Most of all I want to entrench a consensus where from the poorest to the richest community, from left to right of the political spectrum, across all countries in Europe, there is a deep and enduring understanding that enterprise is open to all as a force for wealth creation and equality of opportunity, and that enterprise and fairness are not mutually irreconcilable opposites but depend upon each other.
And building on the new Enterprise and Competition Bills, on our capital gains, small business and corporation tax cuts, and our measures to encourage enterprise in schools and colleges, the Pre-Budget Report will contain new measures that open up competition, cut red tape, abolish tax barriers to business creation and, from the classroom to the boardroom, deepen and widen the enterprise culture in our economy.
And working in partnership with local authorities and Regional Development Agencies, we will designate 2000 new Enterprise Areas – not the old Enterprise Zones of the 1980s where property subsidies diverted activity from one area to another, but 2000 new Enterprise Areas where we encourage home grown economic activity by cutting the cost of starting up, investing, hiring, training, managing the payroll.
In these Enterprise Areas – the 2000 most deprived wards in the country – I can state that:
first, having already cut stamp duty in these areas, we plan to abolish it entirely with full stamp duty exemption for all business property purchases;
second, we will give planning authorities powers to create Business Planning Zones that will cut red tape for growing businesses by removing the need to apply for planning permission;
third, we will offer businesses special investment help through the Community Investment Tax Credit – which offers for every £100 of private investment an extra £25 of public investment – and risk capital from the Community Venture Capital Fund;
fourth, we will increase funding for the Phoenix Fund by £50 million – providing support to thousands of small businesses with special encouragement for women entrepreneurs and entrepreneurs from ethnic minorities
fifth, the Small Business Service will provide additional help to firms in these areas – a package of advice and support worth at least £2000 for each new businessman or woman;
And sixth, we will make improvements to the Business Incubation Fund to stimulate the availability of flexible managed workspace for start-up companies.
And because we know that to get the deeper and wider entrepreneurial culture we need we must start in our schools and colleges, by 2006 every school pupil will have the opportunity of five days worth of enterprise education, with extra help for schools and colleges in high unemployment areas. And I call on businesses and colleges to look for ways in which they might help build on the popularity of summer schools to offer enterprise experience to secondary school pupils during the school holidays.

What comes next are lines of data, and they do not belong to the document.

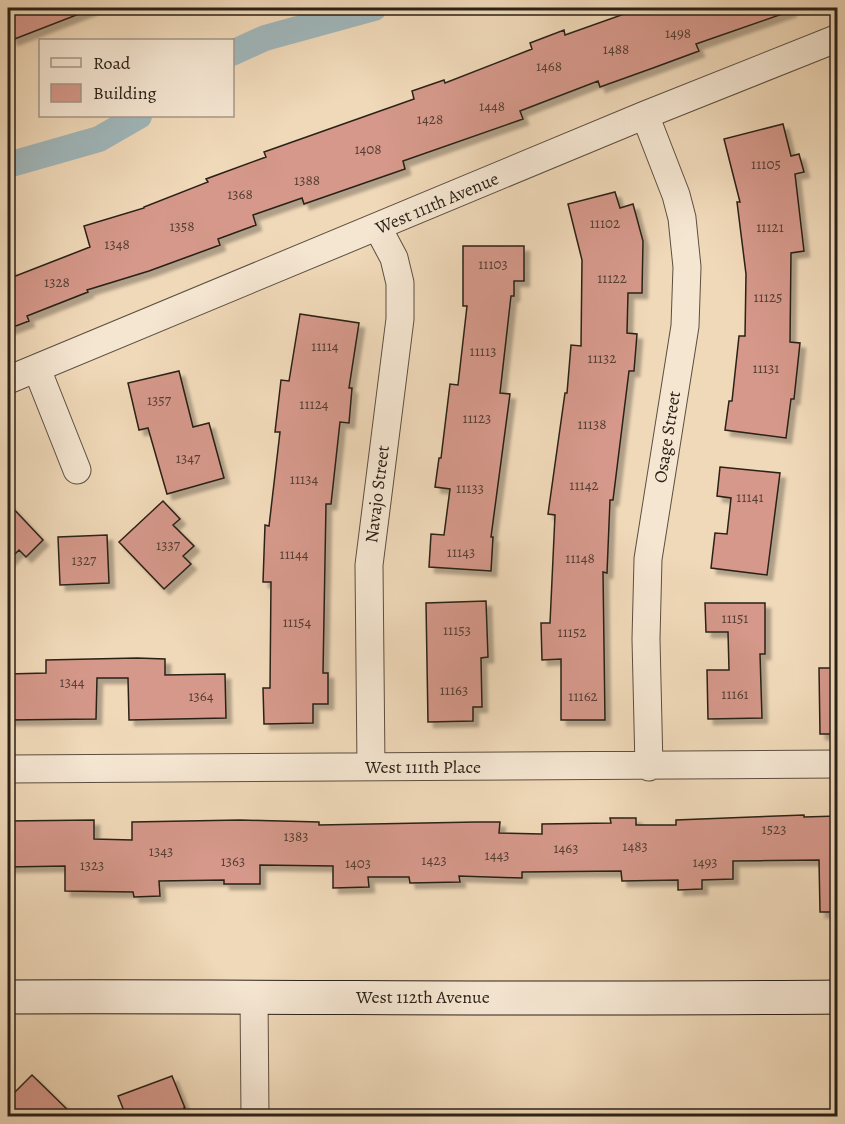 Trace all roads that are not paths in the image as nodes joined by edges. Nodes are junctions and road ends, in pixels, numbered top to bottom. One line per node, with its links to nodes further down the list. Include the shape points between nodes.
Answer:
1 (837, 38): 2 (street, West 111th Avenue)
2 (645, 115): 3 (street, West 111th Avenue); 9 (street, Osage Street, via 676,195 687,267 685,326 648,559)
3 (378, 228): 4 (street, West 111th Avenue); 8 (street, Navajo Street, via 394,258 400,283 400,320 369,565)
4 (37, 369): 5 (street, West 111th Avenue); 6 (street)
5 (8, 380)
6 (77, 470)
7 (837, 764): 9 (street, West 111th Place)
8 (371, 767): 9 (street, West 111th Place); 10 (street, West 111th Place)
9 (649, 767)
10 (8, 769)
11 (254, 996): 12 (main road, West 112th Avenue); 13 (main road, West 112th Avenue); 14 (street)
12 (8, 997)
13 (837, 997)
14 (255, 1116) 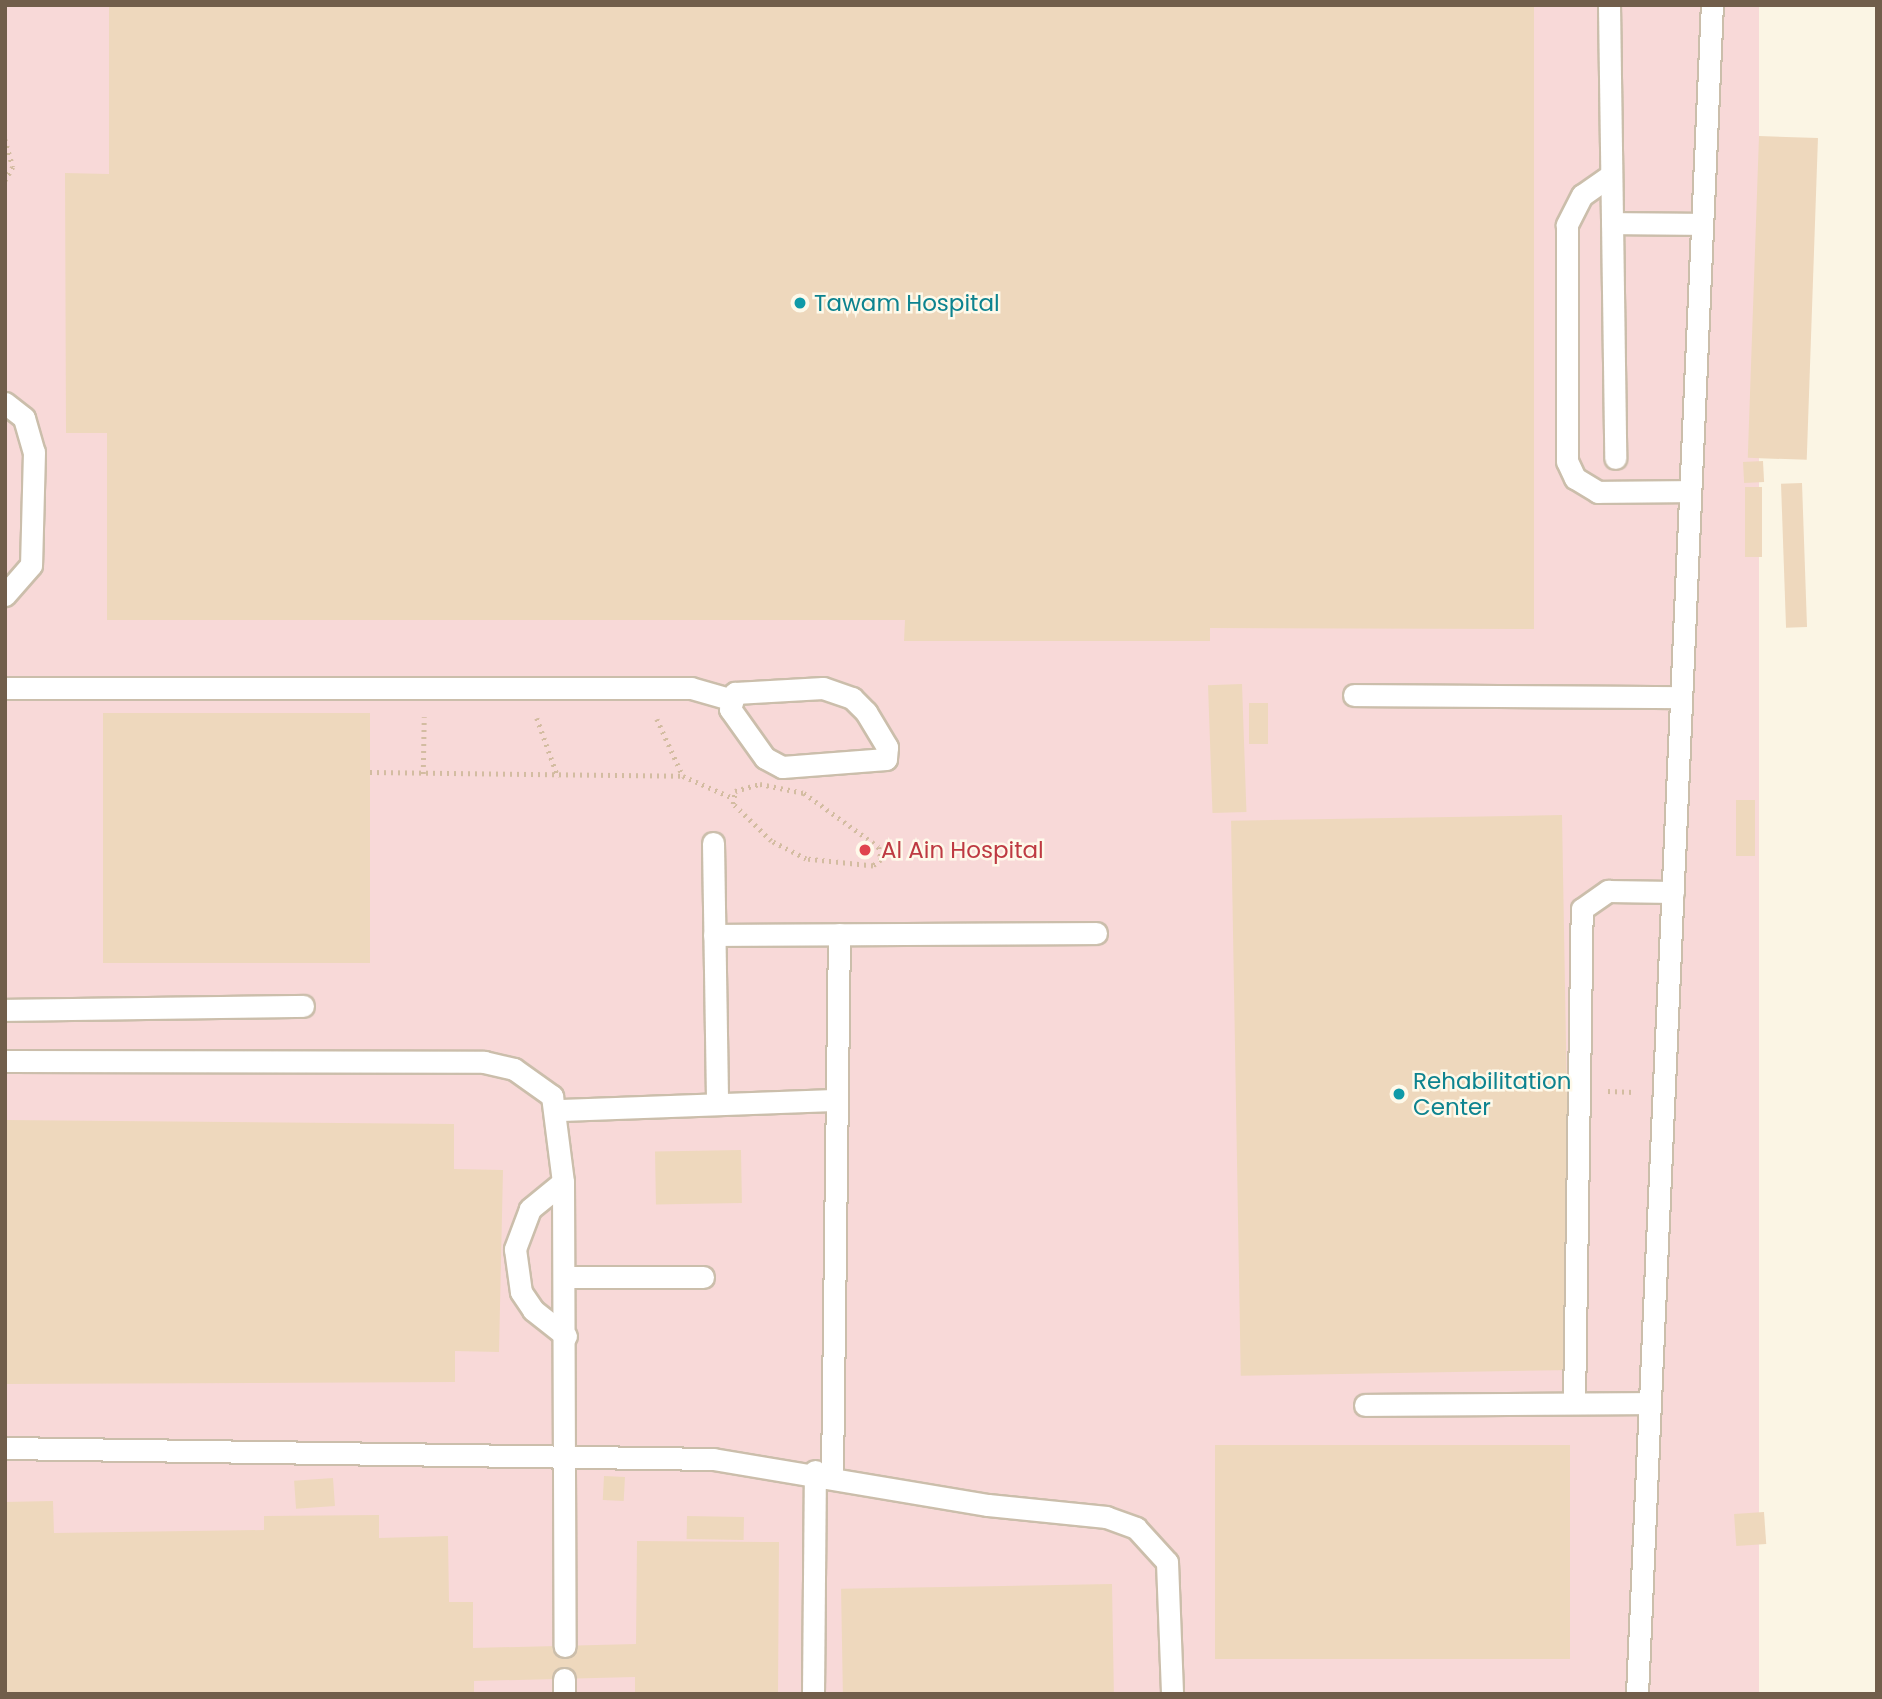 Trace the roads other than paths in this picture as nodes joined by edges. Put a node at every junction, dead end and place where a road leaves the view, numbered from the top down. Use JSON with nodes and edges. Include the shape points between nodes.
{"nodes":[{"id":1,"x":1609,"y":5,"type":"edge"},
{"id":2,"x":1712,"y":5,"type":"edge"},
{"id":3,"x":1611,"y":175,"type":"junction"},
{"id":4,"x":1612,"y":223,"type":"junction"},
{"id":5,"x":1702,"y":224,"type":"junction"},
{"id":6,"x":5,"y":403,"type":"edge"},
{"id":7,"x":1615,"y":458,"type":"dead end"},
{"id":8,"x":1690,"y":491,"type":"junction"},
{"id":9,"x":5,"y":595,"type":"edge"},
{"id":10,"x":5,"y":688,"type":"edge"},
{"id":11,"x":1354,"y":695,"type":"dead end"},
{"id":12,"x":1681,"y":696,"type":"junction"},
{"id":13,"x":729,"y":699,"type":"junction"},
{"id":14,"x":713,"y":843,"type":"dead end"},
{"id":15,"x":1673,"y":892,"type":"junction"},
{"id":16,"x":1097,"y":933,"type":"dead end"},
{"id":17,"x":839,"y":934,"type":"junction"},
{"id":18,"x":714,"y":935,"type":"junction"},
{"id":19,"x":303,"y":1006,"type":"dead end"},
{"id":20,"x":5,"y":1010,"type":"edge"},
{"id":21,"x":5,"y":1061,"type":"edge"},
{"id":22,"x":836,"y":1100,"type":"junction"},
{"id":23,"x":717,"y":1104,"type":"junction"},
{"id":24,"x":558,"y":1110,"type":"junction"},
{"id":25,"x":563,"y":1182,"type":"junction"},
{"id":26,"x":565,"y":1277,"type":"junction"},
{"id":27,"x":703,"y":1277,"type":"dead end"},
{"id":28,"x":566,"y":1336,"type":"junction"},
{"id":29,"x":1574,"y":1403,"type":"junction"},
{"id":30,"x":1650,"y":1403,"type":"junction"},
{"id":31,"x":1365,"y":1405,"type":"dead end"},
{"id":32,"x":5,"y":1448,"type":"edge"},
{"id":33,"x":568,"y":1455,"type":"junction"},
{"id":34,"x":823,"y":1472,"type":"junction"},
{"id":35,"x":565,"y":1646,"type":"dead end"},
{"id":36,"x":813,"y":1694,"type":"edge"},
{"id":37,"x":1172,"y":1694,"type":"edge"},
{"id":38,"x":1637,"y":1694,"type":"edge"}],
"edges":[{"from":1,"to":3,"type":"lane"},
{"from":2,"to":5,"type":"lane"},
{"from":3,"to":4,"type":"lane"},
{"from":3,"to":8,"type":"lane","via":[[1582,195],[1567,225],[1567,461],[1575,478],[1598,492]]},
{"from":4,"to":5,"type":"lane"},
{"from":4,"to":7,"type":"lane"},
{"from":5,"to":8,"type":"lane"},
{"from":6,"to":9,"type":"lane","via":[[32,434],[34,476],[31,565]]},
{"from":8,"to":12,"type":"lane"},
{"from":10,"to":13,"type":"lane","via":[[643,688],[699,689]]},
{"from":11,"to":12,"type":"lane"},
{"from":12,"to":15,"type":"lane"},
{"from":13,"to":13,"type":"lane","via":[[746,691],[841,692],[866,712],[889,752],[880,764],[782,767],[759,750],[733,717]]},
{"from":14,"to":18,"type":"lane"},
{"from":15,"to":29,"type":"lane","via":[[1608,891],[1583,909]]},
{"from":15,"to":30,"type":"lane"},
{"from":16,"to":17,"type":"lane"},
{"from":17,"to":18,"type":"lane"},
{"from":17,"to":22,"type":"lane"},
{"from":18,"to":23,"type":"lane"},
{"from":19,"to":20,"type":"lane"},
{"from":21,"to":24,"type":"lane","via":[[484,1062],[535,1080]]},
{"from":22,"to":23,"type":"lane"},
{"from":22,"to":34,"type":"lane"},
{"from":23,"to":24,"type":"lane"},
{"from":24,"to":25,"type":"lane"},
{"from":25,"to":26,"type":"lane"},
{"from":25,"to":28,"type":"lane","via":[[530,1209],[514,1249],[521,1292],[533,1310]]},
{"from":26,"to":27,"type":"lane"},
{"from":26,"to":28,"type":"lane"},
{"from":28,"to":33,"type":"lane"},
{"from":29,"to":30,"type":"lane"},
{"from":29,"to":31,"type":"lane"},
{"from":30,"to":38,"type":"lane"},
{"from":32,"to":33,"type":"lane"},
{"from":33,"to":34,"type":"lane","via":[[713,1459]]},
{"from":33,"to":35,"type":"lane"},
{"from":34,"to":36,"type":"lane"},
{"from":34,"to":37,"type":"lane","via":[[988,1505],[1106,1517],[1136,1528],[1167,1562]]}]}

Together, these measures are a concentrated attempt to recreate economic activity as a basis for prosperity in previously run down and high-unemployment areas.
Our aim – to work together to build a wider, deeper enterprise culture where starting a business or becoming self employed is seen as open to all with the talent, ideas and will to do it — so building a strong, dynamic, economic culture not just in prosperous areas but across Britain.